Nel 3-0 rifilato dalla Sampdoria al Bassano nella prima uscita stagionale in Coppa Italia ci sono di mezzo due categorie, ma per l'allenatore Giampaolo sono importanti i segnali arrivati dalla squadra e dai singoli. Due cose in particolare hanno convinto il tecnico blucerchiato: l'atteggiamento della squadra e la prestazione di Lucas Torreira. “Abbiamo giocato con l'atteggiamento giusto, la partita non è stata sottovalutata. Queste sono partite difficili, che rischiano di mettersi in salita. Ho visto un atteggiamento serio, abbiamo fatto valere la differenza di due categorie che bisognava ribadire”, dice il mister al termine della gara. Uno spirito “umile”, quello di una Samp che non dà “niente per scontato”. Insomma, per dirla ancora con le parole del tecnico, “un buon punto di partenza”.

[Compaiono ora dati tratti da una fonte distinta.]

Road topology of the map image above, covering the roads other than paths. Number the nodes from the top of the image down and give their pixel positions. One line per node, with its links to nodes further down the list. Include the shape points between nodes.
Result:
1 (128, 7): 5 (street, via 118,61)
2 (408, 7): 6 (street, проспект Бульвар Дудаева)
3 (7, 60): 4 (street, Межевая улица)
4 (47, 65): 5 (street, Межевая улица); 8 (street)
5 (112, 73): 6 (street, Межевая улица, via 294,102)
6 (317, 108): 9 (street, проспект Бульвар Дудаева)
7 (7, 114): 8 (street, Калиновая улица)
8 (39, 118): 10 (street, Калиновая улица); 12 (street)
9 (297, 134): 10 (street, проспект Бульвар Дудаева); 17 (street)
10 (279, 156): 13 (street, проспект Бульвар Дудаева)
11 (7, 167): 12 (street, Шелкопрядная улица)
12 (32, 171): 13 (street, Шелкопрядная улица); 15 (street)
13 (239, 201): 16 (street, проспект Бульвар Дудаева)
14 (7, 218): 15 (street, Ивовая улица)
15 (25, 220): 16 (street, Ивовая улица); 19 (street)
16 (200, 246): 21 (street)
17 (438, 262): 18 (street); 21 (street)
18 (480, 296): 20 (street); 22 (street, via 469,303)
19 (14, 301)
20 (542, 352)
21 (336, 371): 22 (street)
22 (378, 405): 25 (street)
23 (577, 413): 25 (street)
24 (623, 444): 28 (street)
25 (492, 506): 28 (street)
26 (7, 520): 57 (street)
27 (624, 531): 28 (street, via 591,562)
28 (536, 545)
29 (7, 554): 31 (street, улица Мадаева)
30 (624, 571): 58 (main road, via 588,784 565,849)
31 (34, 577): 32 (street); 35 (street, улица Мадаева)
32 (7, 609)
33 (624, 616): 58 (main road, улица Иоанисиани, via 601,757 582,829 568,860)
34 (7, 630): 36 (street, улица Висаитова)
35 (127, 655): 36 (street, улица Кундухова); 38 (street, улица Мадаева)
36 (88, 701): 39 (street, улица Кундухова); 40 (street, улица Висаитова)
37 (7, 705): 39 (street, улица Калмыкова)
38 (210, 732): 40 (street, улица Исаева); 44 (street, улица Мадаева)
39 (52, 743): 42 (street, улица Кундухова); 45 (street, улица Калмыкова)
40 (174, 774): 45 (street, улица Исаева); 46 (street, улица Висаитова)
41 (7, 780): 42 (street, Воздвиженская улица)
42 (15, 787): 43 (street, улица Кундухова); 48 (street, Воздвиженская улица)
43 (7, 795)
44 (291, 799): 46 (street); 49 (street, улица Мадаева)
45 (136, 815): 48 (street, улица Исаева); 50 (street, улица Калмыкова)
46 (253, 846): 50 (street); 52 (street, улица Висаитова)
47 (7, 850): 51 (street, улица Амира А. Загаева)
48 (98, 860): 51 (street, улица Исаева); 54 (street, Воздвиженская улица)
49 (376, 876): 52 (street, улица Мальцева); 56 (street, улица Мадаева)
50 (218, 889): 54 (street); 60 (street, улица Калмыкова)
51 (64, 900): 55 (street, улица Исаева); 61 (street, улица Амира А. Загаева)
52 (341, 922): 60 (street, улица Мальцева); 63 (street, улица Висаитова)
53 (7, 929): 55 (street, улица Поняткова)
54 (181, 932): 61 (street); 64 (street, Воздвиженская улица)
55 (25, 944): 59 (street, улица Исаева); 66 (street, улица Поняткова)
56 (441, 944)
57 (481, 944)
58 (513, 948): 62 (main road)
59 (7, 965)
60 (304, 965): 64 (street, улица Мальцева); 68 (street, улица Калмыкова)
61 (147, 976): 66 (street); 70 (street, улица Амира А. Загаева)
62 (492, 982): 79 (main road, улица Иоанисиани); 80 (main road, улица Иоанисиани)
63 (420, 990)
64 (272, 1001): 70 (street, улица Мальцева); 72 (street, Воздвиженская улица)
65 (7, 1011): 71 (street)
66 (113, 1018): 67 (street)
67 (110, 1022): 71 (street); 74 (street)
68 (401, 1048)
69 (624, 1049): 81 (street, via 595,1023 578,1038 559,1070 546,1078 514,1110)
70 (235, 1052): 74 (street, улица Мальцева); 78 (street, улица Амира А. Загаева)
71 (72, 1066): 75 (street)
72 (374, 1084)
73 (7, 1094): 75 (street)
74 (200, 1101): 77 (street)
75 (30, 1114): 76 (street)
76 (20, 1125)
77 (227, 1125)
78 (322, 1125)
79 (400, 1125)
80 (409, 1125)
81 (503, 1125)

Tra gli elementi in evidenza spunta Lucas Torreira. “È furbo – si complimenta Giampaolo – è cresciuto nei vicoli e non nelle scuole calcio. Sa fare le cose, ha buona personalità e buona condizione fisica. È piaciuto a voi, è piaciuto anche a me”. Cresce il sogno di una maglia da titolare. Lui non si sbilancia: “È solo la prima partita, sceglie il mister chi mandare in campo”, dice.
Oggettivamente bene anche Muriel, autore di una doppietta che lancia la Samp verso il passaggio del turno. Ma Giampaolo frena: “Ha tanta qualità ma è ancora lontano dalla forma migliore. Deve continuare a lavorare nella partita, solo così può tornare a essere il giocatore che tutti conosciamo”.